Le aspettative suscitate dal terzo plenum del comitato centrale del Partito comunista che si è concluso giovedì 18 a Pechino sono il frutto di un fraintendimento. Le importanti “riforme” annunciate dallo stesso Pcc come esito del consesso quinquennale dedicato all’economia non sono infatti ciò che esse hanno finito per significare nelle democrazie liberali, ovvero aperture politiche e di mercato.

Le svolte in quella direzione fanno parte del passato della Repubblica popolare cinese: Deng Xiaoping che alla fine degli anni Settanta riabilita il capitale privato, la ristrutturazione delle aziende di stato voluta da Jiang Zemin negli anni Novanta, il relativo permissivismo del decennio di Hu Jintao (2002-2012).
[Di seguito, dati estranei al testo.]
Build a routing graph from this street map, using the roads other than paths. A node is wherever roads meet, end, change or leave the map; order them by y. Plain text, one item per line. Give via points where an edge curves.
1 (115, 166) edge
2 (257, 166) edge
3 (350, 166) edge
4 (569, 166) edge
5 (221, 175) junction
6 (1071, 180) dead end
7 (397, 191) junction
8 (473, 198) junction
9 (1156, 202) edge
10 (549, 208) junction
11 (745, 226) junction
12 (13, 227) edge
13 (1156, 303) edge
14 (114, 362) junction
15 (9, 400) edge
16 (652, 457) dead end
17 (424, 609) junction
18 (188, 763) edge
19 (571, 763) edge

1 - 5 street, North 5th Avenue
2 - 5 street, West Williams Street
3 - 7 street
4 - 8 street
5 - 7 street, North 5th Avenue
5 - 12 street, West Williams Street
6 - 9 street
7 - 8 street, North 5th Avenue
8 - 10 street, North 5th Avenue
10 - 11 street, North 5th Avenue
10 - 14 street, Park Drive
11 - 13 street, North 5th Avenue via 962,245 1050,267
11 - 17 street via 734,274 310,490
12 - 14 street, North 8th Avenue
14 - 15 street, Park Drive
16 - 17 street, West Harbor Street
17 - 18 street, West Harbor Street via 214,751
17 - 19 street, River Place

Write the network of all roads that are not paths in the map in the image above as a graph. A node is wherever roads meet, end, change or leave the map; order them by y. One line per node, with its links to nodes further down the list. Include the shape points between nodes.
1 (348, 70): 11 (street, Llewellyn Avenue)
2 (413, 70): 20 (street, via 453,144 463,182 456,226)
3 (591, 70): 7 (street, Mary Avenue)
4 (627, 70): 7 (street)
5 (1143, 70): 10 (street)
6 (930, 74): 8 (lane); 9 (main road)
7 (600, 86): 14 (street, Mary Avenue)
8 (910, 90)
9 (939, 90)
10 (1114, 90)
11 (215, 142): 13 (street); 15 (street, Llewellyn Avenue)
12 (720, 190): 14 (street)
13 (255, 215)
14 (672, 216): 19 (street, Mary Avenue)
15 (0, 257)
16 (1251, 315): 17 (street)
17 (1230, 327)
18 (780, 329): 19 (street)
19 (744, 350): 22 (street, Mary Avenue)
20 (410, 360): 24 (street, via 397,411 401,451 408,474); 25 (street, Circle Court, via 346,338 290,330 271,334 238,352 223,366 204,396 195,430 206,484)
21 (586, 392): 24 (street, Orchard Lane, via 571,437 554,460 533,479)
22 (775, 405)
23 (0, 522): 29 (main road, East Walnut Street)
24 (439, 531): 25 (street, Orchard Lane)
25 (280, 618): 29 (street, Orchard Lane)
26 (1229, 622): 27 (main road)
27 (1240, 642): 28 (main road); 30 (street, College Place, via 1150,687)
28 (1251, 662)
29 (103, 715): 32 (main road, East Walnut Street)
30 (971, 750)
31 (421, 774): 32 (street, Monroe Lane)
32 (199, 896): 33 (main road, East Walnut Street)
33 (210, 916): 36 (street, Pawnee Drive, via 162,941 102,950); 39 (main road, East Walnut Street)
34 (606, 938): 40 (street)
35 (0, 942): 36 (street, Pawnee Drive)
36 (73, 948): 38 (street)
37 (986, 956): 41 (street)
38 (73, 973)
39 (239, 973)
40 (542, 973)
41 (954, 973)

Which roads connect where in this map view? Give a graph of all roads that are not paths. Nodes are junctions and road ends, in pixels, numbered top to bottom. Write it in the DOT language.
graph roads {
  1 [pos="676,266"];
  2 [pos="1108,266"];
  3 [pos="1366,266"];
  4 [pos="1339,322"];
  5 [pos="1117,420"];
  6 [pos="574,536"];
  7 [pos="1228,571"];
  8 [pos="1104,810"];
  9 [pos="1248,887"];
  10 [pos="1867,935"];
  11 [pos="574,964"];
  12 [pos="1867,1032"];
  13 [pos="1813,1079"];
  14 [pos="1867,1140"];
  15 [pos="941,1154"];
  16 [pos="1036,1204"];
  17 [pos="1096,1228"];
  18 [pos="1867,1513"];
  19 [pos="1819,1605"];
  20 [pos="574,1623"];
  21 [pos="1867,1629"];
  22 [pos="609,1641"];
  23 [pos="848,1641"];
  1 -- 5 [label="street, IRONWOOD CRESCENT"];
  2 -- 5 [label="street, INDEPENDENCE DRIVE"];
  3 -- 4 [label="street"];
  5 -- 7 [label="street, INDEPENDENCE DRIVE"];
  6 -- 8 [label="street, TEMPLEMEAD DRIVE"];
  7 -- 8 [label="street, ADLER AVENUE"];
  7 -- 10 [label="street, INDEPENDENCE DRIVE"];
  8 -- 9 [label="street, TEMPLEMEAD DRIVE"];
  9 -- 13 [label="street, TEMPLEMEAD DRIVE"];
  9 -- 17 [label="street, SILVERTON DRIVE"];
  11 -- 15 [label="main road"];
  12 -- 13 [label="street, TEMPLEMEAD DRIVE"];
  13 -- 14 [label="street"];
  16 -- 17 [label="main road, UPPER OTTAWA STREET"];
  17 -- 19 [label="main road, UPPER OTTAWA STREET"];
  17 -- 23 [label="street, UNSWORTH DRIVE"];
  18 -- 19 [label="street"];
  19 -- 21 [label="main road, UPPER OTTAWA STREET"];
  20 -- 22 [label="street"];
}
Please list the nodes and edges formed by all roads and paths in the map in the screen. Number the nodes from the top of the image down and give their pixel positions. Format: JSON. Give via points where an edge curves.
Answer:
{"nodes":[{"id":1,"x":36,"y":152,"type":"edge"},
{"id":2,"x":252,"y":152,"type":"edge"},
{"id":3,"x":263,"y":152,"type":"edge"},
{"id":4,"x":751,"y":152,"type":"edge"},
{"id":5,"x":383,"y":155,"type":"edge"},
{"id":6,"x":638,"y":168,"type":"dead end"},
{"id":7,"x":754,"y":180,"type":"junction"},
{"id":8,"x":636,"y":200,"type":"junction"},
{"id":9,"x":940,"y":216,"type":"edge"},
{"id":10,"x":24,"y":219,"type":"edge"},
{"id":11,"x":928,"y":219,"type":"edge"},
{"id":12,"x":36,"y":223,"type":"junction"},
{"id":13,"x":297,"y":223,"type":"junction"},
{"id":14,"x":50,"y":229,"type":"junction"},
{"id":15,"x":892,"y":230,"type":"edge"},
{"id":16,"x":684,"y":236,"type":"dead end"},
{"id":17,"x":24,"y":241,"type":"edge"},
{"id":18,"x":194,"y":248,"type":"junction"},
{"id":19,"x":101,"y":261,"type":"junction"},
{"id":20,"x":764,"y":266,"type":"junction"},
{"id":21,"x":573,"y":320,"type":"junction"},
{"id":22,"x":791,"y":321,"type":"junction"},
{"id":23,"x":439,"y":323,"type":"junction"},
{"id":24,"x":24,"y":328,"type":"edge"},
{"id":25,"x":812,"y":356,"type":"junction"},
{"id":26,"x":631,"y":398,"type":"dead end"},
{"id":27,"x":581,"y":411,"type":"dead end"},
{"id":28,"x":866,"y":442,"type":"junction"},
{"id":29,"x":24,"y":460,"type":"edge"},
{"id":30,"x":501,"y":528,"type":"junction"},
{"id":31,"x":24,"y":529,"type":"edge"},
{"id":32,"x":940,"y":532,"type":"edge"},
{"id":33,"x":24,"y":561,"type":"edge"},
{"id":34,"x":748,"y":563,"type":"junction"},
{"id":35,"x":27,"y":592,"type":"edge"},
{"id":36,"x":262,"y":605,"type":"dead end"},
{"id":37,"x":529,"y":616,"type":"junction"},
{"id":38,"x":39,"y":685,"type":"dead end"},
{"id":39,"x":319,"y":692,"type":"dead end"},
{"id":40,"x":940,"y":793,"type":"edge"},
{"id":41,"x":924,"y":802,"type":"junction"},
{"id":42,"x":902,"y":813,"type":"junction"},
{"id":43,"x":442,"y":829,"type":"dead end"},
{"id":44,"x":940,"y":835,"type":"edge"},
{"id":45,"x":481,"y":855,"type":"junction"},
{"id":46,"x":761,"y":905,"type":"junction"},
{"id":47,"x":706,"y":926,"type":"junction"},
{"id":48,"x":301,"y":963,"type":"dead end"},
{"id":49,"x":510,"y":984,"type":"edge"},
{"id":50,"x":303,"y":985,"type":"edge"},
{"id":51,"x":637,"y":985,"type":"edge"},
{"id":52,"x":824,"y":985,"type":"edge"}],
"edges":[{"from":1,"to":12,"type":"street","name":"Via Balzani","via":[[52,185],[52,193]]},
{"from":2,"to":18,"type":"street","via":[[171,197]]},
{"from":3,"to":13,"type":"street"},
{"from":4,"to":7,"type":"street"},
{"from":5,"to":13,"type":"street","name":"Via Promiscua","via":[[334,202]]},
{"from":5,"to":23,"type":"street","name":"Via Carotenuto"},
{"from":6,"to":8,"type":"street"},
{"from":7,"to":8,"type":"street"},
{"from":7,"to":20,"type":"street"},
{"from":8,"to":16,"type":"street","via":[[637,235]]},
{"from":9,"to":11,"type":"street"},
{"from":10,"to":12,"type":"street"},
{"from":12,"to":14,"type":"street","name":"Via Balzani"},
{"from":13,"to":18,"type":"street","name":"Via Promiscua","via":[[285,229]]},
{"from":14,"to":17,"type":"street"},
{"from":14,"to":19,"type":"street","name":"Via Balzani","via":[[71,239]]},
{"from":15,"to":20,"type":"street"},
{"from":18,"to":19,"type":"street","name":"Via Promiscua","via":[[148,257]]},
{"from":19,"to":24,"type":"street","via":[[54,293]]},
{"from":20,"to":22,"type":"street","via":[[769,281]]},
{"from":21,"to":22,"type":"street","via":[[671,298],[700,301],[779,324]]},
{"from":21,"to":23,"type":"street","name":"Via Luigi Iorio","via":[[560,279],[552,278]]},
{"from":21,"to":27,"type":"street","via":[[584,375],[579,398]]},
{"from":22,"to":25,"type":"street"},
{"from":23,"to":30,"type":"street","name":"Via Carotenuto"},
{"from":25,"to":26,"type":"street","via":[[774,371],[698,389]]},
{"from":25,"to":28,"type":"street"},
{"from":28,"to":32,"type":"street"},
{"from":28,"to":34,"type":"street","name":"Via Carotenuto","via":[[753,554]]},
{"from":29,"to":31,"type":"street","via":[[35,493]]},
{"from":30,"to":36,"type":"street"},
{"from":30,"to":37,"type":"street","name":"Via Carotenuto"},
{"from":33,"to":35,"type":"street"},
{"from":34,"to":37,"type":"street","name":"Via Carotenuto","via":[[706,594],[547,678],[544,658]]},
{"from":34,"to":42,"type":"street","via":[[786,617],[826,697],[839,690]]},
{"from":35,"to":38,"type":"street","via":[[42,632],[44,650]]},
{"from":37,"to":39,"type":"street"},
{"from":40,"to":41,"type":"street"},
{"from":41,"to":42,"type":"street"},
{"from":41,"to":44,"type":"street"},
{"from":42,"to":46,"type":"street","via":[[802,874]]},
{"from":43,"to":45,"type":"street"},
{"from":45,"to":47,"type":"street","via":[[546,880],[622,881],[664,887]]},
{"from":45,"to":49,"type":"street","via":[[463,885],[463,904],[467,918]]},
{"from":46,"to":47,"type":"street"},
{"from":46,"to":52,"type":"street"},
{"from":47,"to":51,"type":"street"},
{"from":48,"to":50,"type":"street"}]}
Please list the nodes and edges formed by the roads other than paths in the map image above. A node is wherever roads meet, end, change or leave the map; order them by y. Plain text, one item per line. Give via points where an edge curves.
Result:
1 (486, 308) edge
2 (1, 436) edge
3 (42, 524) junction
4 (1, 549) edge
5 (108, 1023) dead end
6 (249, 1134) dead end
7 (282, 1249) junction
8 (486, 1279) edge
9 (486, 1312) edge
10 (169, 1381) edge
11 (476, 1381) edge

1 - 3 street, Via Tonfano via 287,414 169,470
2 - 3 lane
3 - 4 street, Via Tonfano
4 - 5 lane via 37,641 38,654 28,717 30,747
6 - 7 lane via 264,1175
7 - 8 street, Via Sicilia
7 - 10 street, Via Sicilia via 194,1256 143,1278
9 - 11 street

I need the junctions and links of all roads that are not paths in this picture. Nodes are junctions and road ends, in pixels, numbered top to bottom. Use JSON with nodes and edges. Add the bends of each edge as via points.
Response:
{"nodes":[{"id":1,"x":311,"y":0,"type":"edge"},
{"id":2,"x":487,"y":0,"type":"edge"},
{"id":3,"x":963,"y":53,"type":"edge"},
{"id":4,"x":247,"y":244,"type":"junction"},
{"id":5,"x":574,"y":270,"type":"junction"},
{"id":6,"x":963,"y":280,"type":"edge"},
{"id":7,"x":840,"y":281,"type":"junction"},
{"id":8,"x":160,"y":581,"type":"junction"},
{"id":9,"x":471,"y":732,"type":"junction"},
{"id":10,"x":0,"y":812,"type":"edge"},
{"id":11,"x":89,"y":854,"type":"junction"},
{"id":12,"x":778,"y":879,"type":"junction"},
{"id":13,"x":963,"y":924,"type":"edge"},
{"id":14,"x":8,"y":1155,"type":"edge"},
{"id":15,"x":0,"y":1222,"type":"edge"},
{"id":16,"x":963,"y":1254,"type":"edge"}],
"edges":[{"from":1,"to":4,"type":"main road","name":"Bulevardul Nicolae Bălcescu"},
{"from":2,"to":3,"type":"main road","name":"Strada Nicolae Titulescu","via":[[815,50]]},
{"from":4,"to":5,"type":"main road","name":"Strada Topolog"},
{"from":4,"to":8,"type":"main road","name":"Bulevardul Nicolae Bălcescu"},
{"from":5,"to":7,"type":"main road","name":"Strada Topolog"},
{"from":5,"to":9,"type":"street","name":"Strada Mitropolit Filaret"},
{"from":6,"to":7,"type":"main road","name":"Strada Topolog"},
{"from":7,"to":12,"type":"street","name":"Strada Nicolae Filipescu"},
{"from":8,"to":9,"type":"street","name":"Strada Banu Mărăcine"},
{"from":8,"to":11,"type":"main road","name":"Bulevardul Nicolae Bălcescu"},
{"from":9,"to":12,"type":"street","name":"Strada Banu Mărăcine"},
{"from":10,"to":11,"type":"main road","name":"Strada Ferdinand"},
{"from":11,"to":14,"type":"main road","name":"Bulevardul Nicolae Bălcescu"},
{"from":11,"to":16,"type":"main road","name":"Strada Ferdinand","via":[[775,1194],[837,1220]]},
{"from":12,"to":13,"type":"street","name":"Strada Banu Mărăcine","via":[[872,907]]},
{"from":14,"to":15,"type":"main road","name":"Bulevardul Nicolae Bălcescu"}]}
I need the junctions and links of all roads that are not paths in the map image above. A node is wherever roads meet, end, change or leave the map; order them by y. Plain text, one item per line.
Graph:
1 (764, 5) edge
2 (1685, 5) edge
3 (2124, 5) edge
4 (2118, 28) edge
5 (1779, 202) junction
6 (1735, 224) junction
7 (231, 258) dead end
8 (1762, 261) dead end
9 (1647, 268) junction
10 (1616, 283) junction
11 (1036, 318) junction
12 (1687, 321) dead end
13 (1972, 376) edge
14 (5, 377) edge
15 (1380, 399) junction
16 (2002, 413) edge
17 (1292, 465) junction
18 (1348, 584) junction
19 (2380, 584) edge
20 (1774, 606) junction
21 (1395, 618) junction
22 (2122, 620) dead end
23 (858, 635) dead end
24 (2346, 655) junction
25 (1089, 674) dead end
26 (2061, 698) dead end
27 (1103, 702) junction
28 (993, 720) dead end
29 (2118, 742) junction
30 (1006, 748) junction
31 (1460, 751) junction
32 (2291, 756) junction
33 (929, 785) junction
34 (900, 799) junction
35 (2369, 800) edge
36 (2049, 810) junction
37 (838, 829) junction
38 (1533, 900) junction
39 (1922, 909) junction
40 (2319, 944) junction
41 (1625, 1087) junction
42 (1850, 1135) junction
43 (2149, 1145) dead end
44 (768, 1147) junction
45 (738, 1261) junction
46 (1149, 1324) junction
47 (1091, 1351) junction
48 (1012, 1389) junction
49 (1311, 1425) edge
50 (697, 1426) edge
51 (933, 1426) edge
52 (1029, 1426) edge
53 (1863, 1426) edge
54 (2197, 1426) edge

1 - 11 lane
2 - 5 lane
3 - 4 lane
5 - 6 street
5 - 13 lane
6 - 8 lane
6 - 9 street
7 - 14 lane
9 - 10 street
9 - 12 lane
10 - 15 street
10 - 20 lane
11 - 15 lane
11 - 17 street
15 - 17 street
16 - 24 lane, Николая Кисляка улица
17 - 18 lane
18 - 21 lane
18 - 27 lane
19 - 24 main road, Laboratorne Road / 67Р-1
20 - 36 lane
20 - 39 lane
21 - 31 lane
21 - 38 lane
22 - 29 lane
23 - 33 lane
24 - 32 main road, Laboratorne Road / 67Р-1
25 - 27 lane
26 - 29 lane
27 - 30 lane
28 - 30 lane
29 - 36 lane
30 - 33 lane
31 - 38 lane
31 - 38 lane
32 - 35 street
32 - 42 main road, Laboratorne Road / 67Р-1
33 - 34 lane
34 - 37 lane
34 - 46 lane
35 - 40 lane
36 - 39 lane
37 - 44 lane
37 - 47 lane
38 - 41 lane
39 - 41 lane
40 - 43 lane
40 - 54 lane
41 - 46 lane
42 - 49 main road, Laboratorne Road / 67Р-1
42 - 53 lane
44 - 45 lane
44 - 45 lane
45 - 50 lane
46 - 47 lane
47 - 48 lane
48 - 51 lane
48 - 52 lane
A partire dall’anti-corruzione, le riforme della “Nuova era” proclamata da Xi Jinping servono invece soprattutto a rafforzare la struttura e l’organizzazione del partito e la sua presa sull’economia e sulla società, nel tentativo di portare a termine la “modernizzazione socialista” in una fase critica per il governo, sia in patria che nelle relazioni con gli Stati Uniti.

Il contrasto tra l’immagine di sé che Pechino proietta all’estero e le politiche del partito trapela anche dai resoconti dei media ufficiali. Negli ultimi giorni quelli in lingua inglese hanno dipinto Xi come “il sommo riformista”, mentre Qiushi – il giornale di teoria politica del comitato centrale – martedì ha pubblicato un discorso con il quale il segretario generale ha esortato gli iscritti (99.185.000 secondo gli ultimi dati) a coltivare “autostima” e “autosufficienza” e li ha avvertiti che non esiste una “soluzione pronta” o un “manuale di istruzioni straniero” da seguire.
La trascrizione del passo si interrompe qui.